Give the listing again in full, exactly as written.

------ INFORMATION SUPPLIED

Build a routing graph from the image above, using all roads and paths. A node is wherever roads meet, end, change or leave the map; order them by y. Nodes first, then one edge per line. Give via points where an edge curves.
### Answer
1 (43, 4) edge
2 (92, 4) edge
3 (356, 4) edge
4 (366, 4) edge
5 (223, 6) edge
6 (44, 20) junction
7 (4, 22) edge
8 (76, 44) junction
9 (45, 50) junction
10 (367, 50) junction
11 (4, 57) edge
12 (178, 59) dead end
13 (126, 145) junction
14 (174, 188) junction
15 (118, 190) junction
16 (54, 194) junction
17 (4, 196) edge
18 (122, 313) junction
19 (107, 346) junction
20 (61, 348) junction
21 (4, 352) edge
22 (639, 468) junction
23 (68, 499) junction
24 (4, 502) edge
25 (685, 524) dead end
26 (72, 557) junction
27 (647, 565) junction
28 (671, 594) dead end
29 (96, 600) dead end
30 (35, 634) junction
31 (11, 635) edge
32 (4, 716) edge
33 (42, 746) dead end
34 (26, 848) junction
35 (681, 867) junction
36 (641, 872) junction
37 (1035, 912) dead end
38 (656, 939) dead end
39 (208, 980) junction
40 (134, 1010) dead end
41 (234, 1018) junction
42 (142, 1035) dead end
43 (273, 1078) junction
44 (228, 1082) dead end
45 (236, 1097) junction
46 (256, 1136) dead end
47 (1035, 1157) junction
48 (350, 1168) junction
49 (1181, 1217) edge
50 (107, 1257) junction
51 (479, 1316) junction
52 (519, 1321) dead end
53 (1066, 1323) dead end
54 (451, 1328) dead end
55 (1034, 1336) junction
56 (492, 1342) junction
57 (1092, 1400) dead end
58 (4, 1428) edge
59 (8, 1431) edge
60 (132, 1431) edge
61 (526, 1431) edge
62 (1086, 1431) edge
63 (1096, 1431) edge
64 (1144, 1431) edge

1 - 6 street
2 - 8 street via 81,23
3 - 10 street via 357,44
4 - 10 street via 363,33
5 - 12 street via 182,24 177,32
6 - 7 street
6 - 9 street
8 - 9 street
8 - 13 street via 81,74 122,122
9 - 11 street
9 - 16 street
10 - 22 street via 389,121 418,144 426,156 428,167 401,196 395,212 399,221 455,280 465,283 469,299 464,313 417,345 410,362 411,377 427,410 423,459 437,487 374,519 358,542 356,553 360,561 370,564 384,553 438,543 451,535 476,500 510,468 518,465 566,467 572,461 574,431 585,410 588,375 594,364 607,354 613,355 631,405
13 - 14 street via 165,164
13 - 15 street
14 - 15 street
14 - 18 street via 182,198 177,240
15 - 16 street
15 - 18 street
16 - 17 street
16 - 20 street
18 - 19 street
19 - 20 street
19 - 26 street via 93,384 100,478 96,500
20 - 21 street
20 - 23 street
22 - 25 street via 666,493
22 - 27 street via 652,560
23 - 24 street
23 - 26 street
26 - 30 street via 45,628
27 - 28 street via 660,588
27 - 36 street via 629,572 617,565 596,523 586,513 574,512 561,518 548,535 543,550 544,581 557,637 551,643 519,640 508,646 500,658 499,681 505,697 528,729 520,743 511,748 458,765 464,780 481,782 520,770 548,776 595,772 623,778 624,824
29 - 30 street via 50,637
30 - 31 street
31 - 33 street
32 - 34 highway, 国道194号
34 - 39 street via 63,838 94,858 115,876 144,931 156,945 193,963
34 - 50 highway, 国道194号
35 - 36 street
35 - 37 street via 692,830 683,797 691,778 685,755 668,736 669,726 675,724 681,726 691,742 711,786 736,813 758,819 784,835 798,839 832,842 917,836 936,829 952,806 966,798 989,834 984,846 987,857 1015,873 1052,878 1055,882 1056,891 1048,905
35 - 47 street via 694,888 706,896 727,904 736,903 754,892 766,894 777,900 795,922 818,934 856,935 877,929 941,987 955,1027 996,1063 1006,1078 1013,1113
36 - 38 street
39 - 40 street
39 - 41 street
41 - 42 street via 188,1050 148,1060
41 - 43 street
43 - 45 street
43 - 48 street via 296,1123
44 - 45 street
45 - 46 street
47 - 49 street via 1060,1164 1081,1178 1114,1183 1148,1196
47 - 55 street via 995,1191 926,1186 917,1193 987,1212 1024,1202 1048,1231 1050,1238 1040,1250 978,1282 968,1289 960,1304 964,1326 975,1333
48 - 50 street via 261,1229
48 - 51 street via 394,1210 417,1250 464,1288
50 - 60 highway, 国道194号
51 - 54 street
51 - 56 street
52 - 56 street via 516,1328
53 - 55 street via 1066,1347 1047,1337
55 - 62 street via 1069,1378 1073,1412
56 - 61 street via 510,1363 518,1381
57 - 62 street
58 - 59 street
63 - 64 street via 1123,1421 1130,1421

------------

ANSWER TO THE EXERCISE
Build a routing graph from the image above, using all roads and paths. A node is wherever roads meet, end, change or leave the map; order them by y. Nodes first, then one edge per line. Give via points where an edge curves.
### Answer
1 (43, 4) edge
2 (92, 4) edge
3 (356, 4) edge
4 (366, 4) edge
5 (223, 6) edge
6 (44, 20) junction
7 (4, 22) edge
8 (76, 44) junction
9 (45, 50) junction
10 (367, 50) junction
11 (4, 57) edge
12 (178, 59) dead end
13 (126, 145) junction
14 (174, 188) junction
15 (118, 190) junction
16 (54, 194) junction
17 (4, 196) edge
18 (122, 313) junction
19 (107, 346) junction
20 (61, 348) junction
21 (4, 352) edge
22 (639, 468) junction
23 (68, 499) junction
24 (4, 502) edge
25 (685, 524) dead end
26 (72, 557) junction
27 (647, 565) junction
28 (671, 594) dead end
29 (96, 600) dead end
30 (35, 634) junction
31 (11, 635) edge
32 (4, 716) edge
33 (42, 746) dead end
34 (26, 848) junction
35 (681, 867) junction
36 (641, 872) junction
37 (1035, 912) dead end
38 (656, 939) dead end
39 (208, 980) junction
40 (134, 1010) dead end
41 (234, 1018) junction
42 (142, 1035) dead end
43 (273, 1078) junction
44 (228, 1082) dead end
45 (236, 1097) junction
46 (256, 1136) dead end
47 (1035, 1157) junction
48 (350, 1168) junction
49 (1181, 1217) edge
50 (107, 1257) junction
51 (479, 1316) junction
52 (519, 1321) dead end
53 (1066, 1323) dead end
54 (451, 1328) dead end
55 (1034, 1336) junction
56 (492, 1342) junction
57 (1092, 1400) dead end
58 (4, 1428) edge
59 (8, 1431) edge
60 (132, 1431) edge
61 (526, 1431) edge
62 (1086, 1431) edge
63 (1096, 1431) edge
64 (1144, 1431) edge

1 - 6 street
2 - 8 street via 81,23
3 - 10 street via 357,44
4 - 10 street via 363,33
5 - 12 street via 182,24 177,32
6 - 7 street
6 - 9 street
8 - 9 street
8 - 13 street via 81,74 122,122
9 - 11 street
9 - 16 street
10 - 22 street via 389,121 418,144 426,156 428,167 401,196 395,212 399,221 455,280 465,283 469,299 464,313 417,345 410,362 411,377 427,410 423,459 437,487 374,519 358,542 356,553 360,561 370,564 384,553 438,543 451,535 476,500 510,468 518,465 566,467 572,461 574,431 585,410 588,375 594,364 607,354 613,355 631,405
13 - 14 street via 165,164
13 - 15 street
14 - 15 street
14 - 18 street via 182,198 177,240
15 - 16 street
15 - 18 street
16 - 17 street
16 - 20 street
18 - 19 street
19 - 20 street
19 - 26 street via 93,384 100,478 96,500
20 - 21 street
20 - 23 street
22 - 25 street via 666,493
22 - 27 street via 652,560
23 - 24 street
23 - 26 street
26 - 30 street via 45,628
27 - 28 street via 660,588
27 - 36 street via 629,572 617,565 596,523 586,513 574,512 561,518 548,535 543,550 544,581 557,637 551,643 519,640 508,646 500,658 499,681 505,697 528,729 520,743 511,748 458,765 464,780 481,782 520,770 548,776 595,772 623,778 624,824
29 - 30 street via 50,637
30 - 31 street
31 - 33 street
32 - 34 highway, 国道194号
34 - 39 street via 63,838 94,858 115,876 144,931 156,945 193,963
34 - 50 highway, 国道194号
35 - 36 street
35 - 37 street via 692,830 683,797 691,778 685,755 668,736 669,726 675,724 681,726 691,742 711,786 736,813 758,819 784,835 798,839 832,842 917,836 936,829 952,806 966,798 989,834 984,846 987,857 1015,873 1052,878 1055,882 1056,891 1048,905
35 - 47 street via 694,888 706,896 727,904 736,903 754,892 766,894 777,900 795,922 818,934 856,935 877,929 941,987 955,1027 996,1063 1006,1078 1013,1113
36 - 38 street
39 - 40 street
39 - 41 street
41 - 42 street via 188,1050 148,1060
41 - 43 street
43 - 45 street
43 - 48 street via 296,1123
44 - 45 street
45 - 46 street
47 - 49 street via 1060,1164 1081,1178 1114,1183 1148,1196
47 - 55 street via 995,1191 926,1186 917,1193 987,1212 1024,1202 1048,1231 1050,1238 1040,1250 978,1282 968,1289 960,1304 964,1326 975,1333
48 - 50 street via 261,1229
48 - 51 street via 394,1210 417,1250 464,1288
50 - 60 highway, 国道194号
51 - 54 street
51 - 56 street
52 - 56 street via 516,1328
53 - 55 street via 1066,1347 1047,1337
55 - 62 street via 1069,1378 1073,1412
56 - 61 street via 510,1363 518,1381
57 - 62 street
58 - 59 street
63 - 64 street via 1123,1421 1130,1421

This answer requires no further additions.